Records for the task:
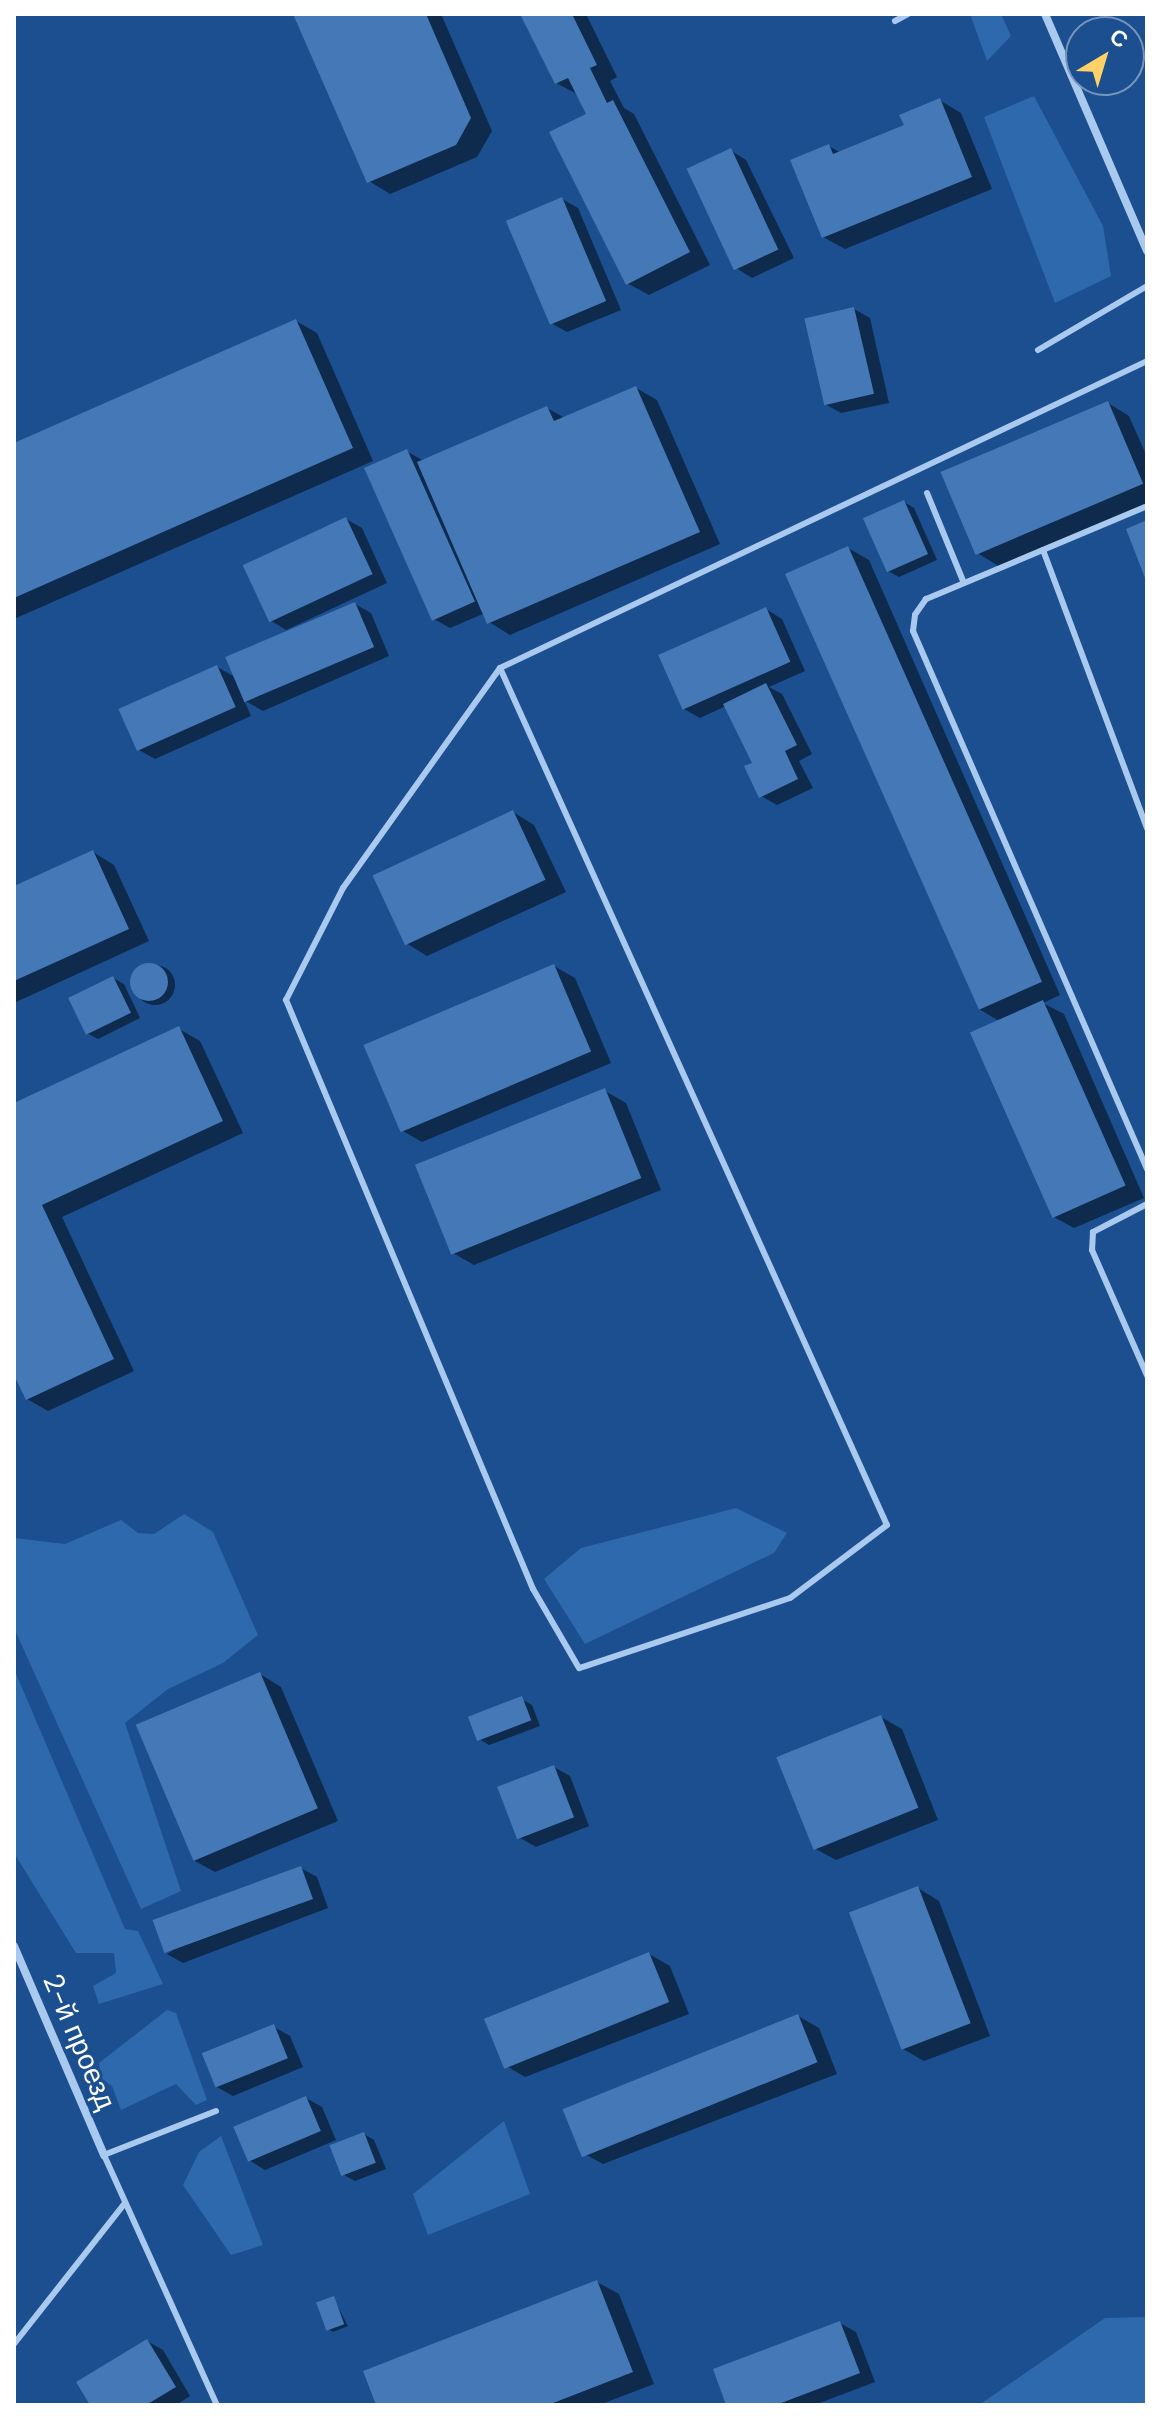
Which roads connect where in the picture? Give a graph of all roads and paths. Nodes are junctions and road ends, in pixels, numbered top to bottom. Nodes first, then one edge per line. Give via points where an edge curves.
1 (908, 14) edge
2 (1045, 14) edge
3 (895, 21) dead end
4 (1147, 251) edge
5 (1147, 286) edge
6 (1038, 350) dead end
7 (1147, 361) edge
8 (927, 493) dead end
9 (1145, 507) dead end
10 (1043, 550) junction
11 (964, 583) junction
12 (500, 668) junction
13 (1147, 828) edge
14 (1147, 1169) edge
15 (1147, 1204) edge
16 (1147, 1375) edge
17 (14, 1946) edge
18 (216, 2111) dead end
19 (104, 2155) junction
20 (125, 2203) junction
21 (14, 2344) edge
22 (217, 2405) edge

1 - 3 lane
2 - 4 street
5 - 6 lane
7 - 12 lane
8 - 11 lane
9 - 10 lane
10 - 11 lane
10 - 13 lane
11 - 14 lane via 926,599 915,615 913,631
12 - 12 lane via 343,888 286,1000 533,1589 579,1668 790,1598 887,1525
15 - 16 lane via 1093,1232 1092,1250
17 - 19 street, 2-й проезд
18 - 19 lane
19 - 20 lane
20 - 21 lane
20 - 22 lane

Task to complete:
All of the entries above should be duplicated exactly, except for the pictures.

Output for this exercise:
Which roads connect where in the picture? Give a graph of all roads and paths. Nodes are junctions and road ends, in pixels, numbered top to bottom. Nodes first, then one edge per line. Give via points where an edge curves.
1 (908, 14) edge
2 (1045, 14) edge
3 (895, 21) dead end
4 (1147, 251) edge
5 (1147, 286) edge
6 (1038, 350) dead end
7 (1147, 361) edge
8 (927, 493) dead end
9 (1145, 507) dead end
10 (1043, 550) junction
11 (964, 583) junction
12 (500, 668) junction
13 (1147, 828) edge
14 (1147, 1169) edge
15 (1147, 1204) edge
16 (1147, 1375) edge
17 (14, 1946) edge
18 (216, 2111) dead end
19 (104, 2155) junction
20 (125, 2203) junction
21 (14, 2344) edge
22 (217, 2405) edge

1 - 3 lane
2 - 4 street
5 - 6 lane
7 - 12 lane
8 - 11 lane
9 - 10 lane
10 - 11 lane
10 - 13 lane
11 - 14 lane via 926,599 915,615 913,631
12 - 12 lane via 343,888 286,1000 533,1589 579,1668 790,1598 887,1525
15 - 16 lane via 1093,1232 1092,1250
17 - 19 street, 2-й проезд
18 - 19 lane
19 - 20 lane
20 - 21 lane
20 - 22 lane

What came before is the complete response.